X-Message-Number: 19758
From: "Brett Bellmore" <>
Subject: Re: CryoNet #19751 Machine desires and aims
Date: Sun, 11 Aug 2002 09:44:05 -0400

"Along this line, I suggest that anyone who has not yet done so plug
"singularity" into your search engine, and take a look at the web sites
actively *promoting* this event and whether they know it or not, the
consequent obliteration of the human species.  It is sad."

I care whether people get obliterated. I don't much care whether the SPECIES
gets obliterated. In fact, the species is doomed in any event; Our only hope
for indefinate survival is to continually improve, after all. Which means we
eventually won't be "human" anymore, and the species will be gone. If it
happens in the course of a decade instead of a hundred thousand years, what
of it?

"Unfortunately, I don't see any eventual solution to this problem.  I can
only suggest that all keep eyes open, and have "hunker down" plans in place
for when it hits.  (As for what "it" is, my best guess would be attempted
deprival of food, water, air, and other necessities for human existence.)"

Hunkering down strikes me as no solution at all. A ruthlessly practical AI,
with no concern for biological life, would reason that the only way to
access for use the ENTIRE mass of the planet is to disassemble it; Blow it
up into another asteriod belt, after removing the volitiles on the surface.
You're better at hunkering down than I, if you could survive that. Running
like hell the moment advancing technology makes it possible, would be a far
more practical strategy,

"Unless, of course, you are just itching to be "assimilated" - sorry, the
Borg are not going to visit you; they are fictional creatures - but
wouldn't you like to just go and join some nice Eastern religion whose
ultimate aim is to "become one" with nothingness, and leave the rest of us
alone to enjoy our real lives?  Thank you."
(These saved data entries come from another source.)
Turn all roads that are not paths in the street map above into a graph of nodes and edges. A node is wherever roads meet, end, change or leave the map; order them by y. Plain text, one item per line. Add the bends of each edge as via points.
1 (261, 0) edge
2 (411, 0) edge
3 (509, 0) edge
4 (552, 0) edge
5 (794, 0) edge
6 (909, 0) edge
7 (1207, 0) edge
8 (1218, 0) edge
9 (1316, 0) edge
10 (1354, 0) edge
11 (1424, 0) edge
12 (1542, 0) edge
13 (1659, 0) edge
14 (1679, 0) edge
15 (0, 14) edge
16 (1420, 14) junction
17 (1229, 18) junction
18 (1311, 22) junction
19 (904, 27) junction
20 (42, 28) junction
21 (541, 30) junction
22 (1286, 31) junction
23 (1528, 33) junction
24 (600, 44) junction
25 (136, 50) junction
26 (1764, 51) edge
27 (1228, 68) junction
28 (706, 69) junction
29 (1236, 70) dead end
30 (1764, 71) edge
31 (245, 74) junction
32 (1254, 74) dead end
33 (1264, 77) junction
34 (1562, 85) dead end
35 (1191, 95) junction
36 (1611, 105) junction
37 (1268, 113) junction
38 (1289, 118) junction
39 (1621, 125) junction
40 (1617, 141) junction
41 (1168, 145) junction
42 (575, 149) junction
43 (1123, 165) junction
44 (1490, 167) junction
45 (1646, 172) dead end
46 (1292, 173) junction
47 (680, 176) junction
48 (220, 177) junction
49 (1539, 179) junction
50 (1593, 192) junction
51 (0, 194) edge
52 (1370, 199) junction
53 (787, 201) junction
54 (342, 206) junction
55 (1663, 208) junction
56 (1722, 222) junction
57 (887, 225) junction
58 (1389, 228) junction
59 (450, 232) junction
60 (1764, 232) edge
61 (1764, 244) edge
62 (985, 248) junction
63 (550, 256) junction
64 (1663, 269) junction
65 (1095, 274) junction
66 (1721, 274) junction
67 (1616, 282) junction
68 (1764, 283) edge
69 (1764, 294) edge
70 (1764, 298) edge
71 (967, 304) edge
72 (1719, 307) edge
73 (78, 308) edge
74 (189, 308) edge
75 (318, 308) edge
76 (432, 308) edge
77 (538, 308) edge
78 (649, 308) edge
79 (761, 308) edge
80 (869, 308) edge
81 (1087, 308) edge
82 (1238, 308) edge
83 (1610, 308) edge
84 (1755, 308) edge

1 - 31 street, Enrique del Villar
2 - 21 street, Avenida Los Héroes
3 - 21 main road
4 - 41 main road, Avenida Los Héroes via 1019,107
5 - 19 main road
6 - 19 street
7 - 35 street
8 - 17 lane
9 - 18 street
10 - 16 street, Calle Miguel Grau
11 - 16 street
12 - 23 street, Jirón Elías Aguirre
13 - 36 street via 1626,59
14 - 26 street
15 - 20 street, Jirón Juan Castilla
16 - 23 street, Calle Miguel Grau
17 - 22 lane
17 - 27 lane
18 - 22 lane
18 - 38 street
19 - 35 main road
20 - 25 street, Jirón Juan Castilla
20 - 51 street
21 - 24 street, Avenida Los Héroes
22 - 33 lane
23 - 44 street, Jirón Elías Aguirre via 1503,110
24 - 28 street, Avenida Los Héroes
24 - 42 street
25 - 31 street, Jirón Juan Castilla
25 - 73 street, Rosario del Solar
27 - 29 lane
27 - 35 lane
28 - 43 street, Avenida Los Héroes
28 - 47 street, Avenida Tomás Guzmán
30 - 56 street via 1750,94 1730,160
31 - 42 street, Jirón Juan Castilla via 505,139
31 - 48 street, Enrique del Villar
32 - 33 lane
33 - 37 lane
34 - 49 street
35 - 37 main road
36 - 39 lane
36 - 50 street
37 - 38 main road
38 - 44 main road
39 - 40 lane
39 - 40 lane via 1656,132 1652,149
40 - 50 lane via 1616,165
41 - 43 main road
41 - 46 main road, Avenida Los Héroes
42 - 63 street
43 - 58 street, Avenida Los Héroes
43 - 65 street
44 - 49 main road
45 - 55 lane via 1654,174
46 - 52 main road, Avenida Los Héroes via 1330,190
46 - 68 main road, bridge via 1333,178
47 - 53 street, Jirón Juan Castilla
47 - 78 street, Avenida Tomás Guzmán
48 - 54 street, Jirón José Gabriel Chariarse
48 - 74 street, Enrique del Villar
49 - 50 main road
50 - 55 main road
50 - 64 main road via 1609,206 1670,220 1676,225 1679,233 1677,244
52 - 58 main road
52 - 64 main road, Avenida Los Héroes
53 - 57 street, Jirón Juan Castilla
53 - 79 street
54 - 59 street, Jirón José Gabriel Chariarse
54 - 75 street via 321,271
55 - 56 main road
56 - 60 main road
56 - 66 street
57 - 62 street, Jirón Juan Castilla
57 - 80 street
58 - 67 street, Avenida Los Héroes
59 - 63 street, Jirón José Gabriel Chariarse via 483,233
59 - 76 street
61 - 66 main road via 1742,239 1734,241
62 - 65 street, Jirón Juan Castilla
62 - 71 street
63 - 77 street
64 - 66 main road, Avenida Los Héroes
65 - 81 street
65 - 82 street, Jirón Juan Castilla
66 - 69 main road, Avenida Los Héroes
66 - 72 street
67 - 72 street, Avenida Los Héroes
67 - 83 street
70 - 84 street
Ideally, I'd like AI to come to mean "Amplified Intelligence"; Why create
our successors, when we can become our successors? That's the real solution
to making sure they share our values. I suppose you could consider that a
form of "assimilation", in that what we're going to become will be so much
greater than what we are now. But not really; Is an acorn assimilated into
an oak tree? Certainly, we needn't lose our individuality in the process.